[BRIEF]: The entries below are to be transcribed in full, without their images.

[EXCERPTED RECORDS — start]

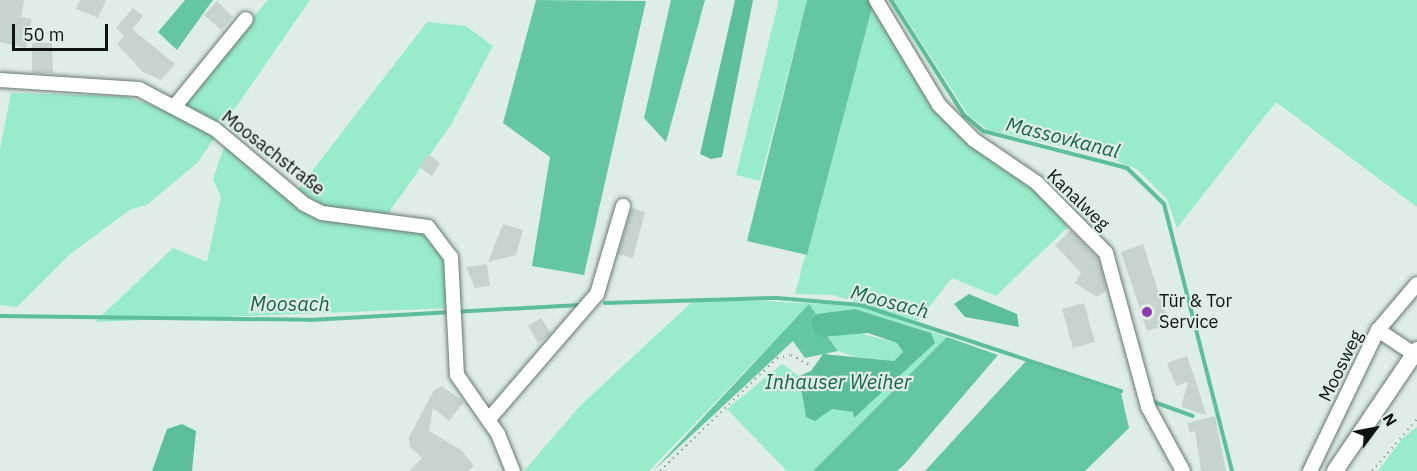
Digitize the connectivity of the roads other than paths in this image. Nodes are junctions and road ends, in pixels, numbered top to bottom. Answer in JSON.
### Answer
{"nodes":[{"id":1,"x":876,"y":0,"type":"edge"},
{"id":2,"x":246,"y":19,"type":"dead end"},
{"id":3,"x":0,"y":80,"type":"edge"},
{"id":4,"x":175,"y":106,"type":"junction"},
{"id":5,"x":623,"y":206,"type":"dead end"},
{"id":6,"x":1417,"y":284,"type":"edge"},
{"id":7,"x":1378,"y":330,"type":"junction"},
{"id":8,"x":1416,"y":354,"type":"edge"},
{"id":9,"x":489,"y":419,"type":"junction"},
{"id":10,"x":513,"y":471,"type":"edge"},
{"id":11,"x":1183,"y":471,"type":"edge"},
{"id":12,"x":1310,"y":471,"type":"edge"},
{"id":13,"x":1335,"y":471,"type":"edge"}],
"edges":[{"from":1,"to":11,"type":"street","name":"Kanalweg"},
{"from":2,"to":4,"type":"street"},
{"from":3,"to":4,"type":"street","name":"Moosachstraße"},
{"from":4,"to":9,"type":"street","name":"Moosachstraße"},
{"from":5,"to":9,"type":"street"},
{"from":6,"to":7,"type":"street","name":"Moosweg"},
{"from":7,"to":8,"type":"street"},
{"from":7,"to":12,"type":"street","name":"Moosweg"},
{"from":8,"to":13,"type":"main road"},
{"from":9,"to":10,"type":"street","name":"Moosachstraße"}]}
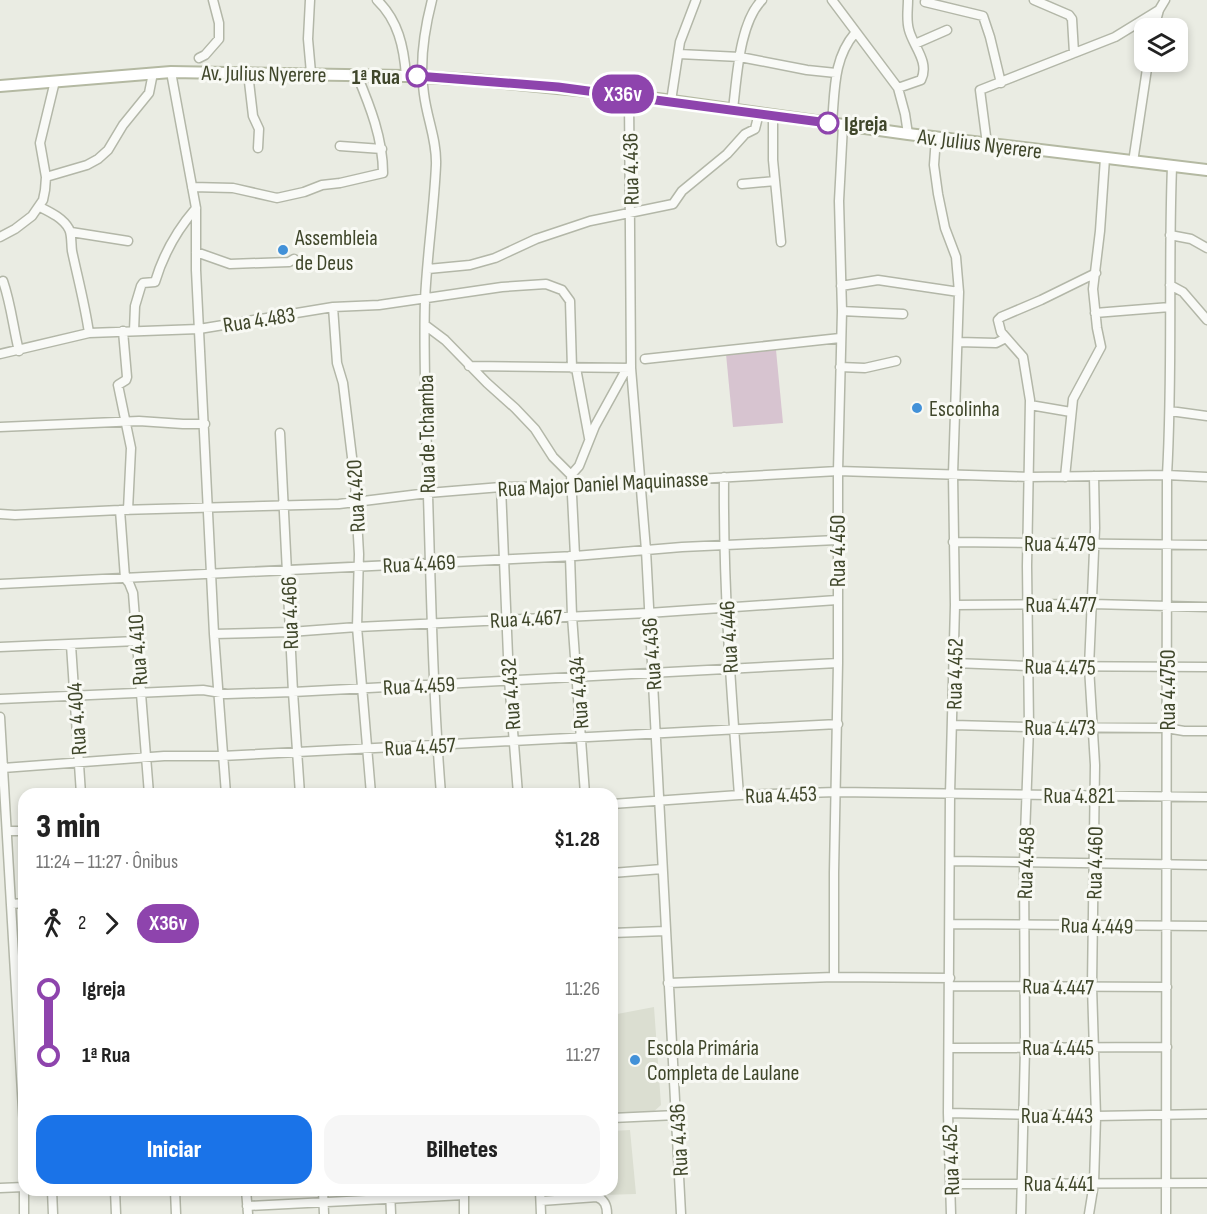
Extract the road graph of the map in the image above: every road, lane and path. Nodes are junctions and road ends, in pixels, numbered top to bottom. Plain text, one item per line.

[EXCERPTED RECORDS — finish]

[RESULT OF THE EXERCISE]:
Digitize the connectivity of the roads other than paths in this image. Nodes are junctions and road ends, in pixels, numbered top to bottom. Answer in JSON.
### Answer
{"nodes":[{"id":1,"x":876,"y":0,"type":"edge"},
{"id":2,"x":246,"y":19,"type":"dead end"},
{"id":3,"x":0,"y":80,"type":"edge"},
{"id":4,"x":175,"y":106,"type":"junction"},
{"id":5,"x":623,"y":206,"type":"dead end"},
{"id":6,"x":1417,"y":284,"type":"edge"},
{"id":7,"x":1378,"y":330,"type":"junction"},
{"id":8,"x":1416,"y":354,"type":"edge"},
{"id":9,"x":489,"y":419,"type":"junction"},
{"id":10,"x":513,"y":471,"type":"edge"},
{"id":11,"x":1183,"y":471,"type":"edge"},
{"id":12,"x":1310,"y":471,"type":"edge"},
{"id":13,"x":1335,"y":471,"type":"edge"}],
"edges":[{"from":1,"to":11,"type":"street","name":"Kanalweg"},
{"from":2,"to":4,"type":"street"},
{"from":3,"to":4,"type":"street","name":"Moosachstraße"},
{"from":4,"to":9,"type":"street","name":"Moosachstraße"},
{"from":5,"to":9,"type":"street"},
{"from":6,"to":7,"type":"street","name":"Moosweg"},
{"from":7,"to":8,"type":"street"},
{"from":7,"to":12,"type":"street","name":"Moosweg"},
{"from":8,"to":13,"type":"main road"},
{"from":9,"to":10,"type":"street","name":"Moosachstraße"}]}
Extract the road graph of the map in the image above: every road, lane and path. Nodes are junctions and road ends, in pixels, numbered top to bottom. Plain text, one item per line.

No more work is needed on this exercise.